Items listed in a dataset
* * * * *

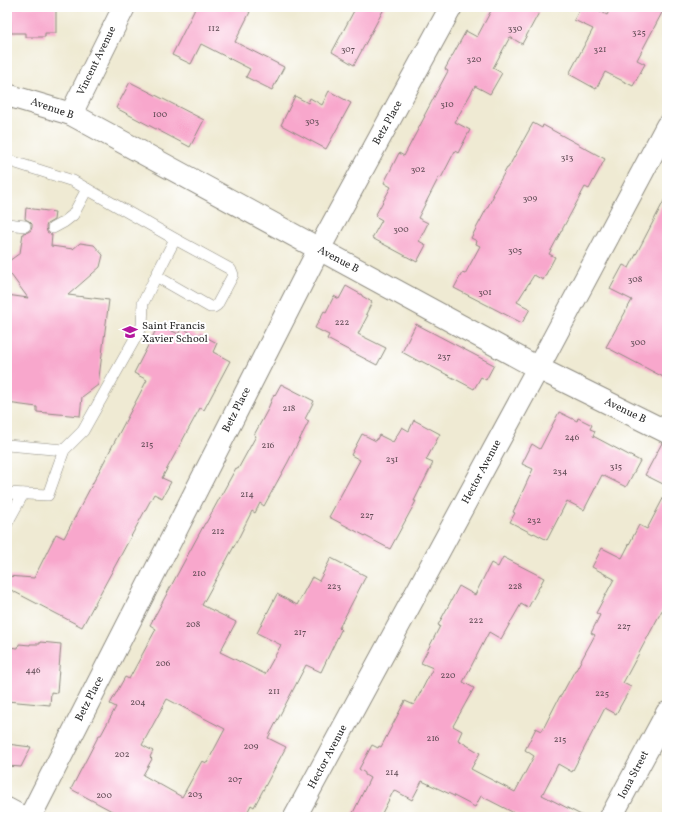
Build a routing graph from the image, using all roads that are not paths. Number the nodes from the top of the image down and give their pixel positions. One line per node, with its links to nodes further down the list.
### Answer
1 (124, 7): 4 (street, Vincent Avenue)
2 (451, 7): 12 (street, Betz Place)
3 (7, 94): 4 (street, Avenue B)
4 (71, 114): 12 (street, Avenue B)
5 (667, 126): 14 (street, Hector Avenue)
6 (7, 160): 7 (lane)
7 (87, 189): 10 (lane); 11 (lane)
8 (7, 224): 9 (lane)
9 (25, 226)
10 (53, 228)
11 (175, 239): 13 (lane); 13 (lane)
12 (319, 249): 14 (street, Avenue B); 24 (street, Betz Place)
13 (156, 276): 17 (lane)
14 (538, 368): 15 (street, Avenue B); 25 (street, Hector Avenue)
15 (667, 432)
16 (7, 445): 17 (lane)
17 (64, 450): 19 (lane)
18 (7, 493): 19 (lane)
19 (23, 494): 20 (lane)
20 (7, 523)
21 (667, 713): 26 (street, Iona Street)
22 (7, 809): 23 (street)
23 (22, 817)
24 (30, 817)
25 (295, 817)
26 (611, 817)

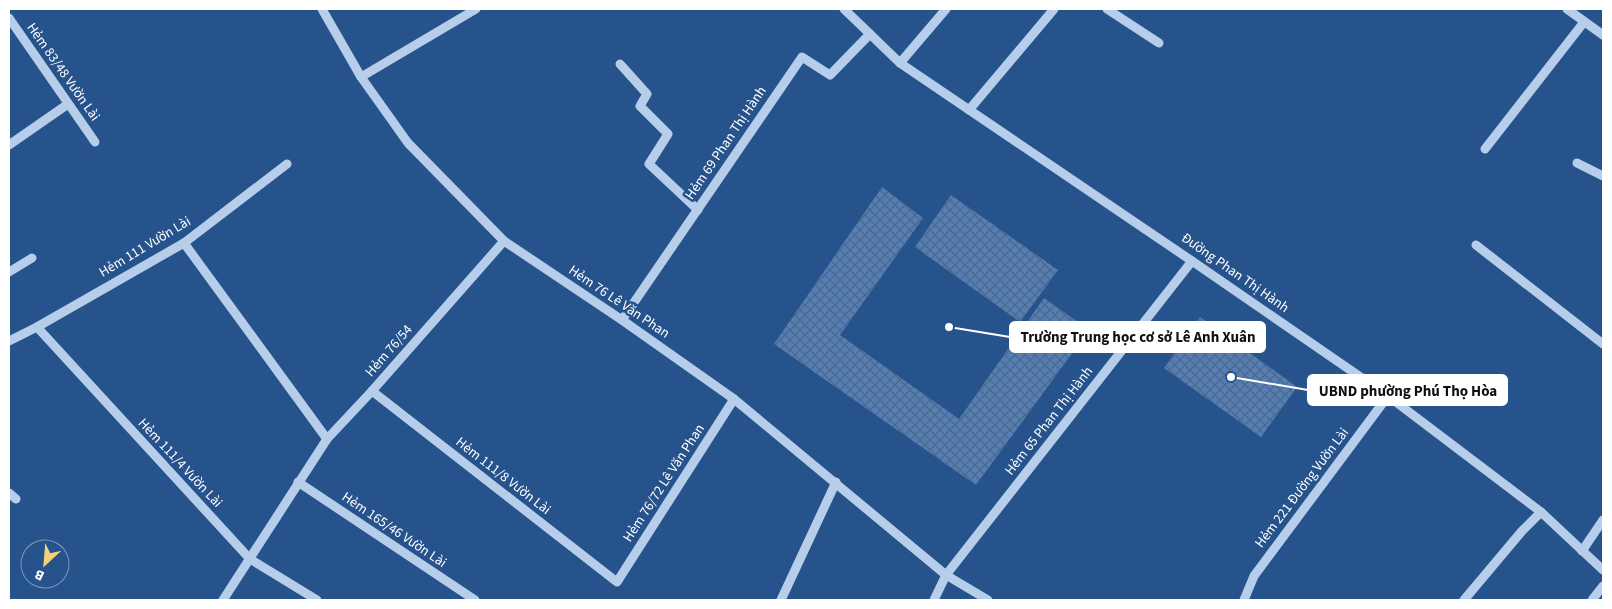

* * * * *

** YOUR ASSIGNMENT **
Could the entries be output exactly as written, but without their images?

** SOLUTION TO THIS PROBLEM **
Build a routing graph from the image, using all roads that are not paths. Number the nodes from the top of the image down and give their pixel positions. One line per node, with its links to nodes further down the list.
### Answer
1 (124, 7): 4 (street, Vincent Avenue)
2 (451, 7): 12 (street, Betz Place)
3 (7, 94): 4 (street, Avenue B)
4 (71, 114): 12 (street, Avenue B)
5 (667, 126): 14 (street, Hector Avenue)
6 (7, 160): 7 (lane)
7 (87, 189): 10 (lane); 11 (lane)
8 (7, 224): 9 (lane)
9 (25, 226)
10 (53, 228)
11 (175, 239): 13 (lane); 13 (lane)
12 (319, 249): 14 (street, Avenue B); 24 (street, Betz Place)
13 (156, 276): 17 (lane)
14 (538, 368): 15 (street, Avenue B); 25 (street, Hector Avenue)
15 (667, 432)
16 (7, 445): 17 (lane)
17 (64, 450): 19 (lane)
18 (7, 493): 19 (lane)
19 (23, 494): 20 (lane)
20 (7, 523)
21 (667, 713): 26 (street, Iona Street)
22 (7, 809): 23 (street)
23 (22, 817)
24 (30, 817)
25 (295, 817)
26 (611, 817)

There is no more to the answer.